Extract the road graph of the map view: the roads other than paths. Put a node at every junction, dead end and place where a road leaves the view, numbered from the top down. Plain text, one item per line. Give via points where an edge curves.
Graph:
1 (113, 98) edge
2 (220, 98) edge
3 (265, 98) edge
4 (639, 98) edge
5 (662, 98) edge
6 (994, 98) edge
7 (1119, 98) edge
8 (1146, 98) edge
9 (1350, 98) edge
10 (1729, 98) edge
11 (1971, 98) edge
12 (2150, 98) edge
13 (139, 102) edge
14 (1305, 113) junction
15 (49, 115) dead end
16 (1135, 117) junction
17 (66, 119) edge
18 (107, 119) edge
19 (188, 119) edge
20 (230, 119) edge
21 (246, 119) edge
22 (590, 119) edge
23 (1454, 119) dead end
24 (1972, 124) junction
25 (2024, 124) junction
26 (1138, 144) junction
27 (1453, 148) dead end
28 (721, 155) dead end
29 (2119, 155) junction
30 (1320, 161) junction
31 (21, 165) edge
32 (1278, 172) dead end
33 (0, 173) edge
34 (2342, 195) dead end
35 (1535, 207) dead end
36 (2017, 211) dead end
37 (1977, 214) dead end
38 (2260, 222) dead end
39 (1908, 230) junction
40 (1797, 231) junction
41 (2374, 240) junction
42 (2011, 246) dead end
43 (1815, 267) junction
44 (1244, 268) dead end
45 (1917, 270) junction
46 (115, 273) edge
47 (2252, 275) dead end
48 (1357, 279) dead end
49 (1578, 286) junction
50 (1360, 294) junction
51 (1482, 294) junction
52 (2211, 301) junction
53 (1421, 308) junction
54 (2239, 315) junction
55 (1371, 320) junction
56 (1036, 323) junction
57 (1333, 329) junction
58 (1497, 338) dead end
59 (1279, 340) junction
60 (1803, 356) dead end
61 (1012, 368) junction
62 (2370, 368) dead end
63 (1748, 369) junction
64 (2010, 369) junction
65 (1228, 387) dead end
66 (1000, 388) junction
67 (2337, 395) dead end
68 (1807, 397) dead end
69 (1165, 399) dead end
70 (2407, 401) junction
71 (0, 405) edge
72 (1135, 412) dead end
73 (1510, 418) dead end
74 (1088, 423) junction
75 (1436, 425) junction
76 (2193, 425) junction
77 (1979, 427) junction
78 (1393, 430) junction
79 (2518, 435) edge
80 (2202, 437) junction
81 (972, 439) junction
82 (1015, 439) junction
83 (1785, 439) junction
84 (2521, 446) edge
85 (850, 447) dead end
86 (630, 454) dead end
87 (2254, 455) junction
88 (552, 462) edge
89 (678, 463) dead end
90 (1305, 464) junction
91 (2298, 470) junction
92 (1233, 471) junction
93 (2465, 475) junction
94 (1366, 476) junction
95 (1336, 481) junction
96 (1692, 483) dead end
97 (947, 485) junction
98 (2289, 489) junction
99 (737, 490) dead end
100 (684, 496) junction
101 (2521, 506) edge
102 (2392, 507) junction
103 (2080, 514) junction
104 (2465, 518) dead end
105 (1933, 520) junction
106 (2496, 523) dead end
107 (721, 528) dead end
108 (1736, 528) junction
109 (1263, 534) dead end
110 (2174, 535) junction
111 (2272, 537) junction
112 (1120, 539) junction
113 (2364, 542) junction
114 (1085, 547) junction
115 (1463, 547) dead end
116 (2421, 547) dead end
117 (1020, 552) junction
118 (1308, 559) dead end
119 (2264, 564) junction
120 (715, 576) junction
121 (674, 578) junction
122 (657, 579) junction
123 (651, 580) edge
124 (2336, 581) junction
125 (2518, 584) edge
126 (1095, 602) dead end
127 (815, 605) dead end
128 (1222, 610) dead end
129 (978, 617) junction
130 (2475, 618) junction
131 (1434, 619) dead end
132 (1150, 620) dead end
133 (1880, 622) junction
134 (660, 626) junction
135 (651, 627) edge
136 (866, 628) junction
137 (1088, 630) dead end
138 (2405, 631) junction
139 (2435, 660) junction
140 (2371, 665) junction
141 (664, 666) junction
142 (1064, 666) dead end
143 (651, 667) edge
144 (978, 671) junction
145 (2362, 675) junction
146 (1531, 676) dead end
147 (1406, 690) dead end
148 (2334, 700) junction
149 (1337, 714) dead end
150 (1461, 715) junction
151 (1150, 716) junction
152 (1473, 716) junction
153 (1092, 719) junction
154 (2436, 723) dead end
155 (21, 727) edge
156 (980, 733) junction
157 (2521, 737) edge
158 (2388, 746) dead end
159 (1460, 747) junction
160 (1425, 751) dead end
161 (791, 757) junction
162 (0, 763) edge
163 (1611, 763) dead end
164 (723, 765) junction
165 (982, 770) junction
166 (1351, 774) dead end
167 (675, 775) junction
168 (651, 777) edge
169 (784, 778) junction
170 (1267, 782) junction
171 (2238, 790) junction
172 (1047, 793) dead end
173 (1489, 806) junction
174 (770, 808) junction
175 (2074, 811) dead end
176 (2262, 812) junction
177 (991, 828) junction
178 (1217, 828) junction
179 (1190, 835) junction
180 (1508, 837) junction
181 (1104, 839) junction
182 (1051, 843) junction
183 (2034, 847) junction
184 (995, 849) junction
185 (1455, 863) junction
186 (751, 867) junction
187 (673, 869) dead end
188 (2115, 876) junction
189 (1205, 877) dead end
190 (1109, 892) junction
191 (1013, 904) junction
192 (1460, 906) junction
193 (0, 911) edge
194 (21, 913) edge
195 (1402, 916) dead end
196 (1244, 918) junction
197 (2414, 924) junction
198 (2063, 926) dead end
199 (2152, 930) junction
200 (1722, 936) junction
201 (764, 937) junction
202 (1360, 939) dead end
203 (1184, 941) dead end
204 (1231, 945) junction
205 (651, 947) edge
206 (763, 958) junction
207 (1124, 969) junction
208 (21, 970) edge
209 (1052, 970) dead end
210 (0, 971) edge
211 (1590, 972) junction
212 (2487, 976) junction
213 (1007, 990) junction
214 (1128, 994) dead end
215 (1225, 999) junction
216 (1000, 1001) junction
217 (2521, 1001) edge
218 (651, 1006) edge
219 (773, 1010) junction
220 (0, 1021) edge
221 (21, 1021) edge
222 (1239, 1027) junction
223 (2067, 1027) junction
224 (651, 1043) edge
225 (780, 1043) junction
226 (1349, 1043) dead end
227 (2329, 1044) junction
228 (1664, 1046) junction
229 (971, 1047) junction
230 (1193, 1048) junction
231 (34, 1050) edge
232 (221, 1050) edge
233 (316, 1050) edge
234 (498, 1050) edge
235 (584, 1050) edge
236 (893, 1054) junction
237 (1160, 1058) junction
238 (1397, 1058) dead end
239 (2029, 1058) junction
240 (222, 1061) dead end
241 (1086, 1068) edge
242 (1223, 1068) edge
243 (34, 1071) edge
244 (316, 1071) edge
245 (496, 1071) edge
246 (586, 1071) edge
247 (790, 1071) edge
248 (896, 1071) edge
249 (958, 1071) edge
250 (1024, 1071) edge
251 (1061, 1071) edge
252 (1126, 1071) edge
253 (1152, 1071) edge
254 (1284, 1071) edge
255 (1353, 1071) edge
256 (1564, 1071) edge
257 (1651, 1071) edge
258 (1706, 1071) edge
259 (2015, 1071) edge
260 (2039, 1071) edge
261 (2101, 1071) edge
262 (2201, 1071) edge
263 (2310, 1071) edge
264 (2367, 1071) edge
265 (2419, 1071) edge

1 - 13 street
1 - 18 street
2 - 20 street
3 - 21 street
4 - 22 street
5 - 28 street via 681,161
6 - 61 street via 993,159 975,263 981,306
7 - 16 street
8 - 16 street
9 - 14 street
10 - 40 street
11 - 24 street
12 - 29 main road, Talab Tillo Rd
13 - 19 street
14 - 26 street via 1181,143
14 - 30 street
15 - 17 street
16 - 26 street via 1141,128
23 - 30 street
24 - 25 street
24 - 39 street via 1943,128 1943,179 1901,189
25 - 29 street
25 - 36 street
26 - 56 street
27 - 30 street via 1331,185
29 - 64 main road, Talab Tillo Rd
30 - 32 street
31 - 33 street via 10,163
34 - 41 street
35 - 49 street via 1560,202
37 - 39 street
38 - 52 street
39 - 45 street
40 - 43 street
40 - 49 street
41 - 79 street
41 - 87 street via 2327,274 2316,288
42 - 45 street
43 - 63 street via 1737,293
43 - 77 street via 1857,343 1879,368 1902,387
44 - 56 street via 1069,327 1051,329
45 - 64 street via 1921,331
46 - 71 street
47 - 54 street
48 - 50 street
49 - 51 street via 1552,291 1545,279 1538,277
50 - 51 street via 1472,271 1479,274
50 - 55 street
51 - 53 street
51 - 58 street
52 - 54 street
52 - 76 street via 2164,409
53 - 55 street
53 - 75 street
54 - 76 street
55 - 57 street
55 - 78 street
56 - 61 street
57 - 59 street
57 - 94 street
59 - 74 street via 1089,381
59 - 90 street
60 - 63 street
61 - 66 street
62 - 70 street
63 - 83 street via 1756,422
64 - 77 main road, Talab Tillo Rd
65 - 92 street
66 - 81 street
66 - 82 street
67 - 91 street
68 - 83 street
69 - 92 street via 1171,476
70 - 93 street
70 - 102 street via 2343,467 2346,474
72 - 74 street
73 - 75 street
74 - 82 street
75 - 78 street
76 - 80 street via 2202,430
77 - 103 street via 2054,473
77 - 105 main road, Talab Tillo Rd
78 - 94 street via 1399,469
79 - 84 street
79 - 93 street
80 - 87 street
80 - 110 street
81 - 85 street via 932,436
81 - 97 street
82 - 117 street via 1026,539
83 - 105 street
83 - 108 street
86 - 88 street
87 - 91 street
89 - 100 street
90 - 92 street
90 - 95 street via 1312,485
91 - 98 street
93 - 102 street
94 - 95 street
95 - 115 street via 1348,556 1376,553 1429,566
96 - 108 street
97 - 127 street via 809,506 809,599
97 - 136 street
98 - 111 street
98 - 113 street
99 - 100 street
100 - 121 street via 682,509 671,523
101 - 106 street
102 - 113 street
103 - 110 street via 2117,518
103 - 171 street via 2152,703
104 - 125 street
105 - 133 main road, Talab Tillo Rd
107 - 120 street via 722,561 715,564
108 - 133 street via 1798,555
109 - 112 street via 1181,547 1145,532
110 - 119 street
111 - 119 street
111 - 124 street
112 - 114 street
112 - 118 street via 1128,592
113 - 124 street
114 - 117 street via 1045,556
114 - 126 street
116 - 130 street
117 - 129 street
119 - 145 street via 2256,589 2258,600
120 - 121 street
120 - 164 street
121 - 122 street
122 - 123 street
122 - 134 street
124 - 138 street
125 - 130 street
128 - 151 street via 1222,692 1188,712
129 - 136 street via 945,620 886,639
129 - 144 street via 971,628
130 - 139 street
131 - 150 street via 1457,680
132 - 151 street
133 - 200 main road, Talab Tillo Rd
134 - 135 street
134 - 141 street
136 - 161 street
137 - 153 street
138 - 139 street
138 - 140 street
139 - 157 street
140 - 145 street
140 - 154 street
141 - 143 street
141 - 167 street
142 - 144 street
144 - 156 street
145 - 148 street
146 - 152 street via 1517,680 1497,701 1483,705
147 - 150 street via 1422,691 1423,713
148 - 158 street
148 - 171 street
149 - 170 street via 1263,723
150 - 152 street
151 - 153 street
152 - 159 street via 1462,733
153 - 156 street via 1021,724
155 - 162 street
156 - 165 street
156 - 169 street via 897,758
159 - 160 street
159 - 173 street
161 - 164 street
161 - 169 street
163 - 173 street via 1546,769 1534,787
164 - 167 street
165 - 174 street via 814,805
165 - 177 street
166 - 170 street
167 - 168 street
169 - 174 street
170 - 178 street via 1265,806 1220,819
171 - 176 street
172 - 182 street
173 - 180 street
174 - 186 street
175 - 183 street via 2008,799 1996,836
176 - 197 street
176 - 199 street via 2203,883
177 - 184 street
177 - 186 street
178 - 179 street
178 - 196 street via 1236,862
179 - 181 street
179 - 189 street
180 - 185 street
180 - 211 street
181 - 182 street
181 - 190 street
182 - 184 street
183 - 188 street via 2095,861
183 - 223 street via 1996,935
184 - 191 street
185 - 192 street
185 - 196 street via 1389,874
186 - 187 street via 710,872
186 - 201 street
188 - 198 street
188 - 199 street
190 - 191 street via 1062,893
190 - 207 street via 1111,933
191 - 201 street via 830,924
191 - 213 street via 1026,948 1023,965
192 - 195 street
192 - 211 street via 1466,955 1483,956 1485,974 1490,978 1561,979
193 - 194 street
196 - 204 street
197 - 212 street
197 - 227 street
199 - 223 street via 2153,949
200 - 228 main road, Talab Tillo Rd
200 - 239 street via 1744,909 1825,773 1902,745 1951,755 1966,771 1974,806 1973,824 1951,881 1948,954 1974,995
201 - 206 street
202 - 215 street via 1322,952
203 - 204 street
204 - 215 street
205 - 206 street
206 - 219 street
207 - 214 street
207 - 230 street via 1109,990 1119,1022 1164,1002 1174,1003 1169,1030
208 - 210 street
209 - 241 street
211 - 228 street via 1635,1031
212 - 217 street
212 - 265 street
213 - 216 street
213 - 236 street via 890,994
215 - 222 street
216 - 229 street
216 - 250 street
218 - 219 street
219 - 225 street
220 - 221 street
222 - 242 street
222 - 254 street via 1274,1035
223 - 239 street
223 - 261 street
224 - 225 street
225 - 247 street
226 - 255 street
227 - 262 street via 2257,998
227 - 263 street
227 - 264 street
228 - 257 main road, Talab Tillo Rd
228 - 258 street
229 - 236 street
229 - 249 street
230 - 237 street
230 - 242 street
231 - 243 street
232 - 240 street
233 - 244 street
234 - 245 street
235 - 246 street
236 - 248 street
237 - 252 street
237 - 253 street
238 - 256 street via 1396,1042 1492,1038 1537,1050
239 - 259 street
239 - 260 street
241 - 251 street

● ● ●

## Work order
Copy each line of the material where "Talab" is found.

## Exercise response
12 - 29 main road, Talab Tillo Rd
29 - 64 main road, Talab Tillo Rd
64 - 77 main road, Talab Tillo Rd
77 - 105 main road, Talab Tillo Rd
105 - 133 main road, Talab Tillo Rd
133 - 200 main road, Talab Tillo Rd
200 - 228 main road, Talab Tillo Rd
228 - 257 main road, Talab Tillo Rd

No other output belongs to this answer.